Reputation: 9532
We have recently upgraded one of our applications from Java 1.4 to Java 6.
With some load & performance tests, we observed that available memory stayed in general at much lower levels in Java 6 than at what it used to be with Java 1.4.
After some profiling on the app with Java 6, we noticed that many objects no longer referenced by any other objects (i.e. candidates for garbage collection) stayed in memory and were apparently never garbage collected. We took that as the explanation for the lower available memory.
Question is: did the way garbage collection behaves changed from Java 1.4 to Java 6?
Upvotes: 6
Views: 2753
Reputation: 20124
There have been several optimizations on garbage collecting between 1.4 and 5 and between 5 and 6.

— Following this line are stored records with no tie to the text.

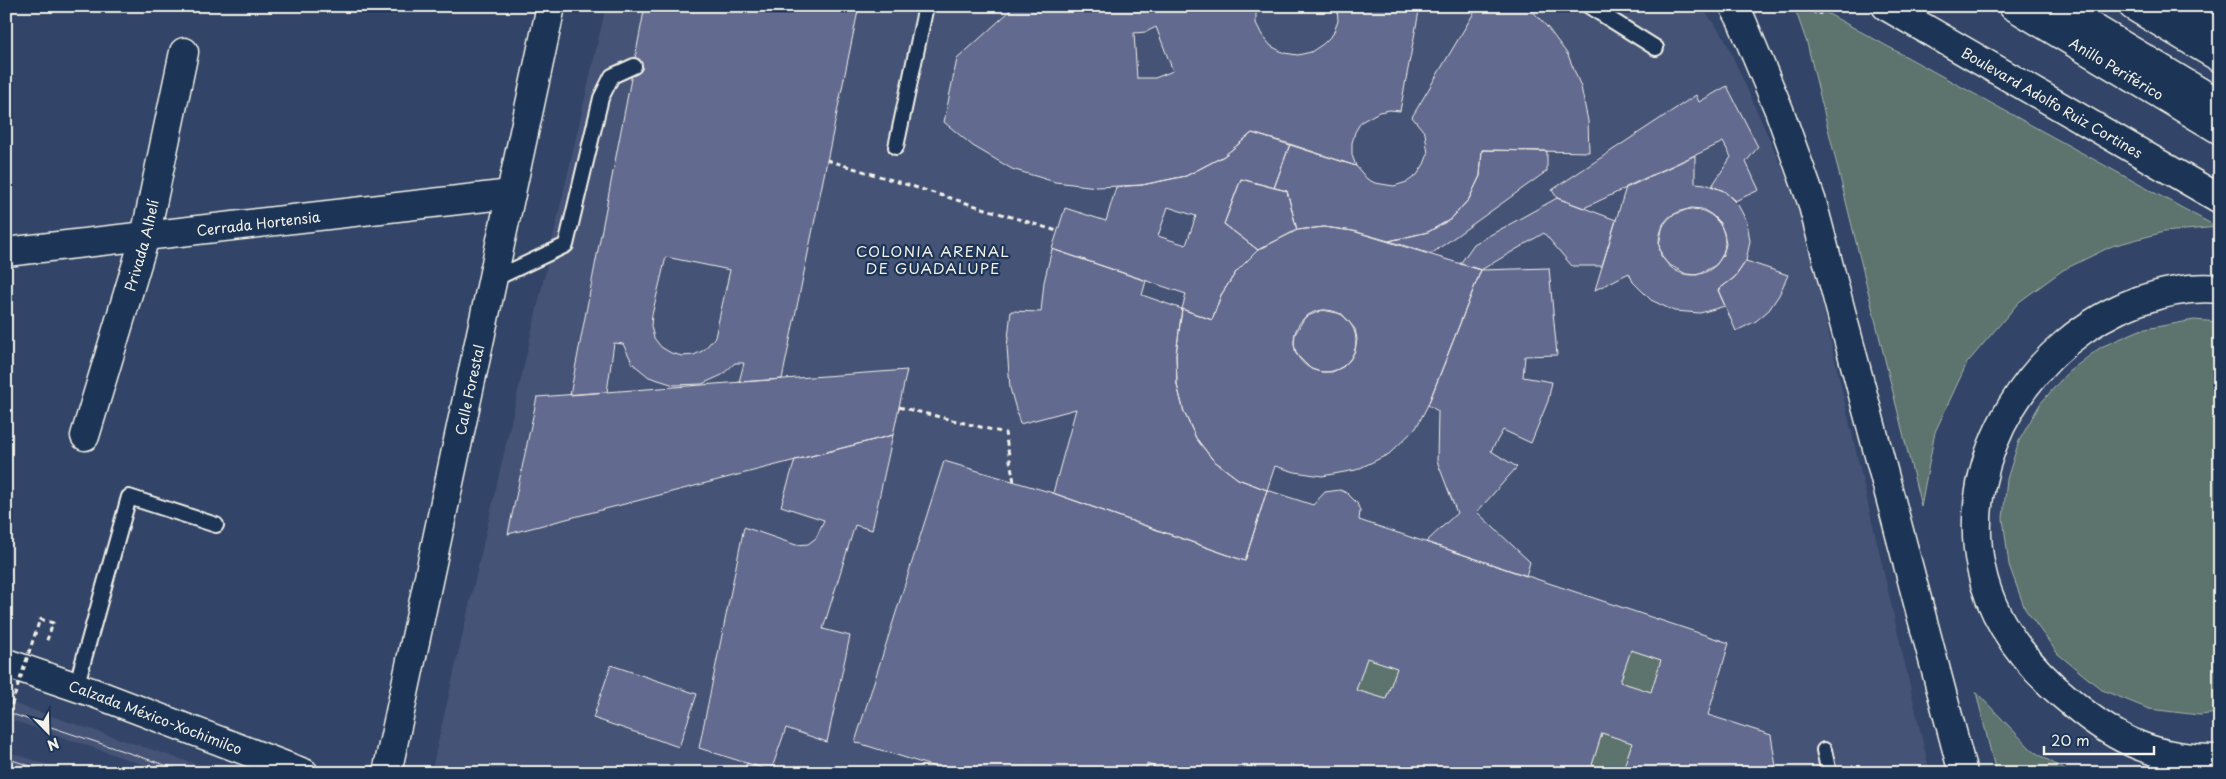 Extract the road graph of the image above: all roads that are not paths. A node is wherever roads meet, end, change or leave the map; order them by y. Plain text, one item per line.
1 (551, 6) edge
2 (926, 6) edge
3 (1590, 6) edge
4 (1734, 6) edge
5 (1886, 6) edge
6 (2013, 6) edge
7 (2056, 6) edge
8 (2133, 6) edge
9 (2172, 6) edge
10 (2220, 35) edge
11 (1656, 48) dead end
12 (184, 52) dead end
13 (2220, 58) edge
14 (634, 66) dead end
15 (2220, 104) edge
16 (2220, 130) edge
17 (896, 147) dead end
18 (511, 194) junction
19 (2220, 200) edge
20 (145, 237) junction
21 (6, 252) edge
22 (492, 280) junction
23 (2220, 289) edge
24 (85, 436) dead end
25 (216, 525) dead end
26 (6, 664) edge
27 (76, 687) junction
28 (1824, 750) dead end
29 (2220, 759) edge
30 (304, 773) edge
31 (387, 773) edge
32 (1829, 773) edge
33 (1963, 773) edge

1 - 18 main road, Calle Forestal
2 - 17 lane
3 - 11 lane
4 - 33 main road
5 - 19 main road, Boulevard Adolfo Ruiz Cortines
6 - 16 main road, Anillo Periférico
7 - 15 main road
8 - 13 main road
9 - 10 main road
12 - 20 main road, Privada Alhelí
14 - 22 lane
18 - 20 main road, Cerrada Hortensia
18 - 22 main road, Calle Forestal
20 - 21 main road, Cerrada Hortensia
20 - 24 main road, Privada Alhelí
22 - 31 main road, Calle Forestal
23 - 29 main road
25 - 27 lane
26 - 27 main road, Calzada México-Xochimilco
27 - 30 main road, Calzada México-Xochimilco
28 - 32 lane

Oracle/Sun have some whitepapers on the performance differences online:
Java 5 Performance White Paper
Java 6 Performance White Paper
Upvotes: 5
Reputation: 93157
Java SE changed a lot in 8 years.
Concerning the garbage collector, it has been improved a lot with Java SE 6. In Java SE 6 Update 14 the new Garbage First GC was introduced.
Upvotes: 3
Reputation: 308001
did the way garbage collection behaves changed from Java 1.4 to Java 6?
Definitely!
Java 1.4 to Java 6 is a pretty long timespan (almost 5 years between the initial releases and more than 8 years between the initial 1.4 release and the current Java 6 release, according to this wiki article).
Many changes and optimizations are applied in that time and you should not really care as long as your program still works.
Having more used memory only means that the JVM doesn't waste time with garbage collection when it doesn't need to. If you want it to use less memory, then you should reduce the maximum heap (or otherwise tweak the JVM parameters; this article explains how to do that in Java 5, much of the advice is still applicable).
It's somewhat different if you actually get OutOfMemoryError
that you didn't get previously. Then you should check how you use weak and soft references or as a last resort try to find out if you hit a JVM bug.